→ **Dataset excerpts**

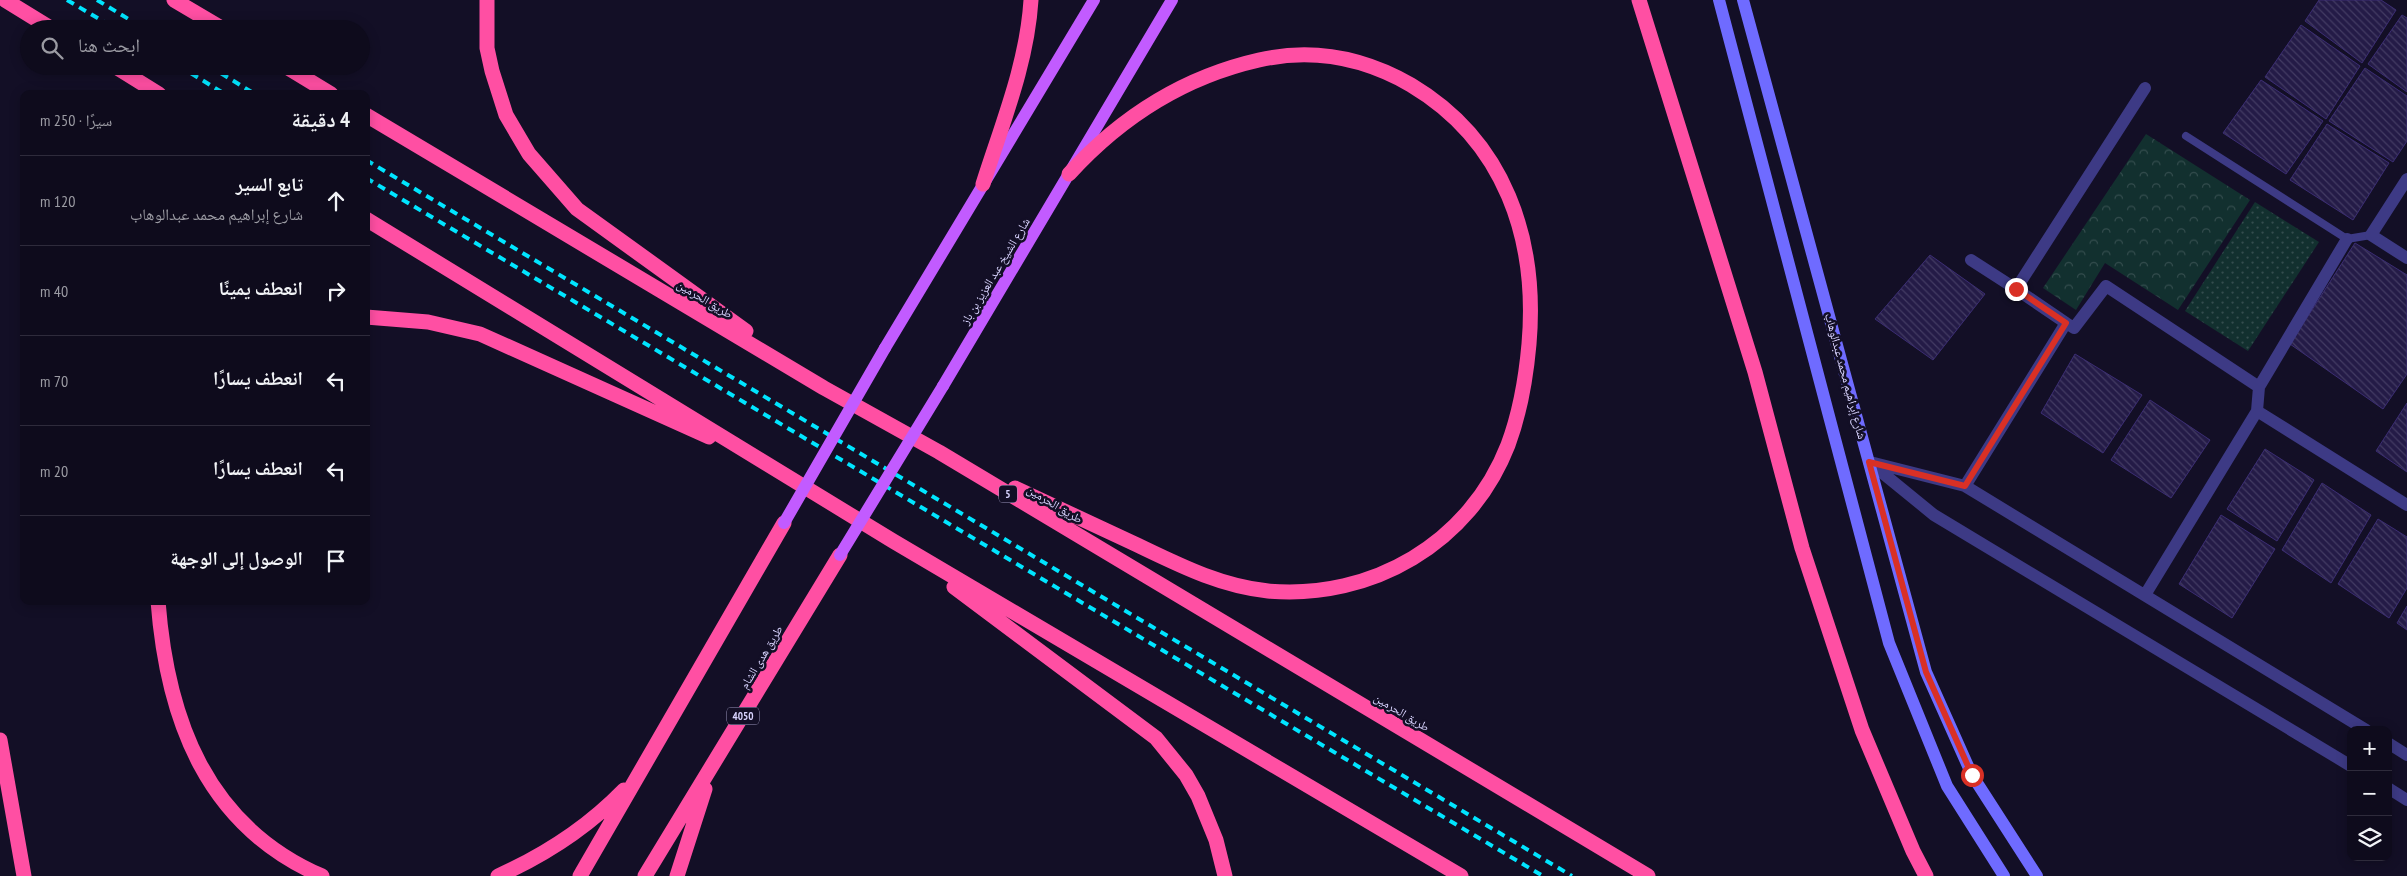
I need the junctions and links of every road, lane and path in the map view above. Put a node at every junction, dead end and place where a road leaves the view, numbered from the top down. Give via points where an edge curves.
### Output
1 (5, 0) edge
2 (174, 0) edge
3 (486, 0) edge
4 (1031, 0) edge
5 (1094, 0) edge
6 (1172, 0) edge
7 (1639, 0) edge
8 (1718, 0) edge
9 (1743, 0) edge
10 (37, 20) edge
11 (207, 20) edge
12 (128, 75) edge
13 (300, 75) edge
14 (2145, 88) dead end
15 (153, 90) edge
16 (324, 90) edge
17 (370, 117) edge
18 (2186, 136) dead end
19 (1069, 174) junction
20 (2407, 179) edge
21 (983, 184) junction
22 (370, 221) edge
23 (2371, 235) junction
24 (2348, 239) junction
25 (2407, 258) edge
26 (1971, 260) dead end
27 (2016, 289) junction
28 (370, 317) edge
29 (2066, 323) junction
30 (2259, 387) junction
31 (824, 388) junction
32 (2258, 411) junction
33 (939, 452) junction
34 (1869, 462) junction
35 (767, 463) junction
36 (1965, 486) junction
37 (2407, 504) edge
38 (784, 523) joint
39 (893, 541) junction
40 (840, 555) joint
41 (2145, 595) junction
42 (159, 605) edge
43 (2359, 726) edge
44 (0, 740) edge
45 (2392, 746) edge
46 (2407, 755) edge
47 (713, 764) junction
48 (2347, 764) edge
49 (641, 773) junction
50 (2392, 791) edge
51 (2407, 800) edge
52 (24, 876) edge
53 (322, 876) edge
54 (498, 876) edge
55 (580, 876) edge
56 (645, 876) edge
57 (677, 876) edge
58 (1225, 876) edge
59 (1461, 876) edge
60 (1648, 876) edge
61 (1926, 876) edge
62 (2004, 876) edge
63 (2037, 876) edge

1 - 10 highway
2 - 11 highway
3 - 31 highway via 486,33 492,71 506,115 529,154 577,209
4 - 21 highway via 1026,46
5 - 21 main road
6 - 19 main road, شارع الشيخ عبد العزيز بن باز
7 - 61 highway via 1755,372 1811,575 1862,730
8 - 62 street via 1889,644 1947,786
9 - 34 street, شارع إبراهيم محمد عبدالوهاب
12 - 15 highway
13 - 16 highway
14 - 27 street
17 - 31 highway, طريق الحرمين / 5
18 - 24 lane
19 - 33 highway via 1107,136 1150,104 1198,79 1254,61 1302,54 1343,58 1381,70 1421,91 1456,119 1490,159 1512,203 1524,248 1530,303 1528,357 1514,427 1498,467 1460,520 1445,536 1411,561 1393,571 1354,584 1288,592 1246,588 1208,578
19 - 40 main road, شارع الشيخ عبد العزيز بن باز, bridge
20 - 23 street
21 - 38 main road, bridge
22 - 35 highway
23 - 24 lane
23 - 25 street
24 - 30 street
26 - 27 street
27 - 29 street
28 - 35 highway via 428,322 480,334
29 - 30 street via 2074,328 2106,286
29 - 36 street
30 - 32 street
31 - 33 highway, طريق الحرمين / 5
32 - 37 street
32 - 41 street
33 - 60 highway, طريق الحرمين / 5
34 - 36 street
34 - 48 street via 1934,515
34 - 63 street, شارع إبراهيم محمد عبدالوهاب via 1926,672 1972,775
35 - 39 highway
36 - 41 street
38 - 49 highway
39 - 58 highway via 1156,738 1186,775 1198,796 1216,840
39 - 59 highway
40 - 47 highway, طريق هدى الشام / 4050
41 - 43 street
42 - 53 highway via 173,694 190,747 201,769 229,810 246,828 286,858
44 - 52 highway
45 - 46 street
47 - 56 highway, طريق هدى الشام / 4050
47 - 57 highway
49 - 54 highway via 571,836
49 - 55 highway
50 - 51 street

→ **Your instructions**
How many lines of the data contain "bridge"? Work it out and give only the number.

→ **Final answer**
2